La Biennale de Montréal en eaux troubles

« La Biennale, c’est notre occasion de montrer au reste du monde ce qu’on fait ici», croit Marc Séguin.
Photo: Annik MH de Carufel Le Devoir « La Biennale, c’est notre occasion de montrer au reste du monde ce qu’on fait ici», croit Marc Séguin.

Le dévoilement de la programmation de la prochaine Biennale de Montréal n’aura lieu que dans six semaines, mais déjà, sa composition et le peu de place accordée aux artistes visuels québécois créent bien des remous, a appris Le Devoir. Face à ce « malaise », l’artiste multidisciplinaire Marc Séguin claque la porte, quelques mois après le départ d’Alexandre Taillefer et d’une autre membre du conseil d’administration. D’autres y ont aussi songé, avant de se raviser.

Marc Séguin a quitté le conseil d’administration de la Biennale de Montréal au cours des dernières semaines, après des « mois » de frustration, agacé par la « sous-représentation des artistes québécois dans la prochaine édition » et par la vision très « internationale » de la directrice générale de l’événement multidisciplinaire, Sylvie Fortin.

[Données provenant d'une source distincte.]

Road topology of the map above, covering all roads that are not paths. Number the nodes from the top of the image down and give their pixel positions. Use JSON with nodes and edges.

« De réunion en réunion, c’est le même fucking problème. On abordait le problème du peu de place donnée aux artistes montréalais et québécois et rien ne changeait. La seule chose qu’il me restait à faire, comme artiste, comme membre du CA, c’était de démissionner », confie-t-il. Aussi membre du CA, la conservatrice de la collection de la Caisse de dépôt Marie-Justine Snider aurait elle aussi menacé de partir.

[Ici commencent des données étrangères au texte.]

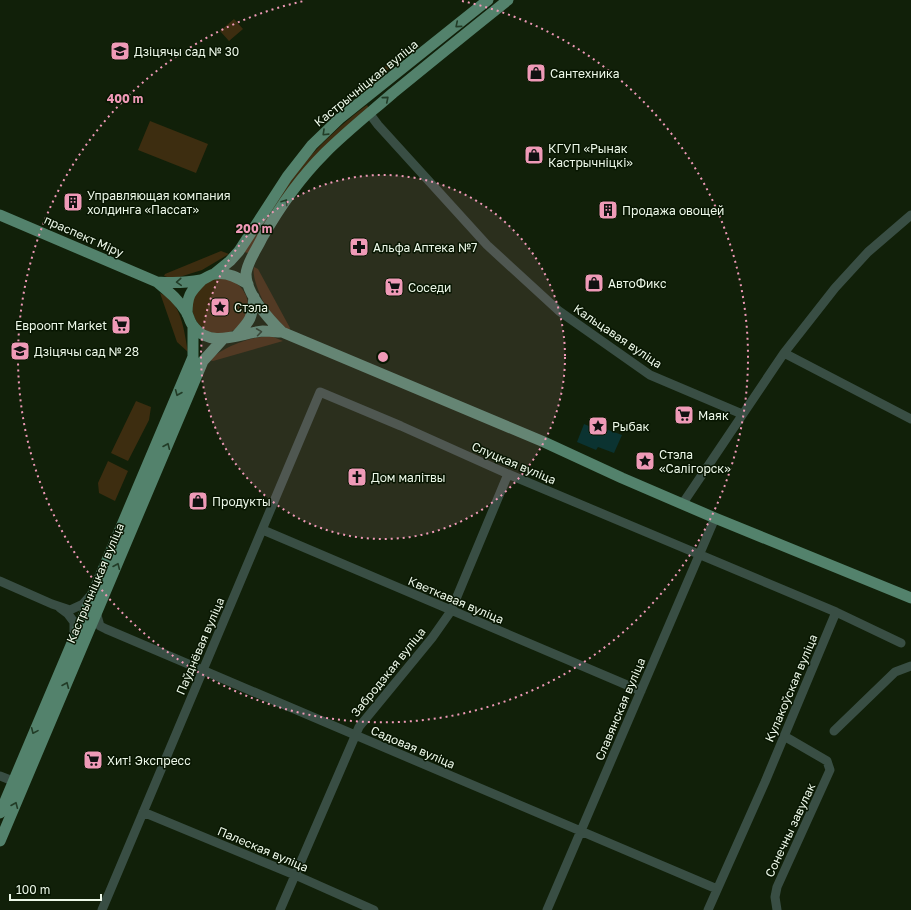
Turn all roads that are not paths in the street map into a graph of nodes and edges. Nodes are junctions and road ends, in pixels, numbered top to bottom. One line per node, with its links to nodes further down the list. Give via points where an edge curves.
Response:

Alors que la Biennale est financée en grande partie par l’État, celle-ci offre trop peu de place, depuis sa refonte en 2014, aux artistes québécois, plaide M. Séguin. Les débats des derniers mois au conseil d’administration, loin de le rassurer, l’ont découragé davantage. « La Biennale, c’est notre occasion de montrer au reste du monde ce qu’on fait ici, dit-il. On ne veut pas juste faire rayonner l’extérieur. » Un point de vue qui tranche avec celui de Mme Fortin, selon d’autres intervenants avec lequel Le Devoir s’est entretenu. À la conclusion de la précédente édition, celle-ci s’était d’ailleurs félicitée qu’on « n’ait pas [été] capable de savoir si les oeuvres provenaient d’un artiste local ou international ». « Ça, c’est le grand succès. »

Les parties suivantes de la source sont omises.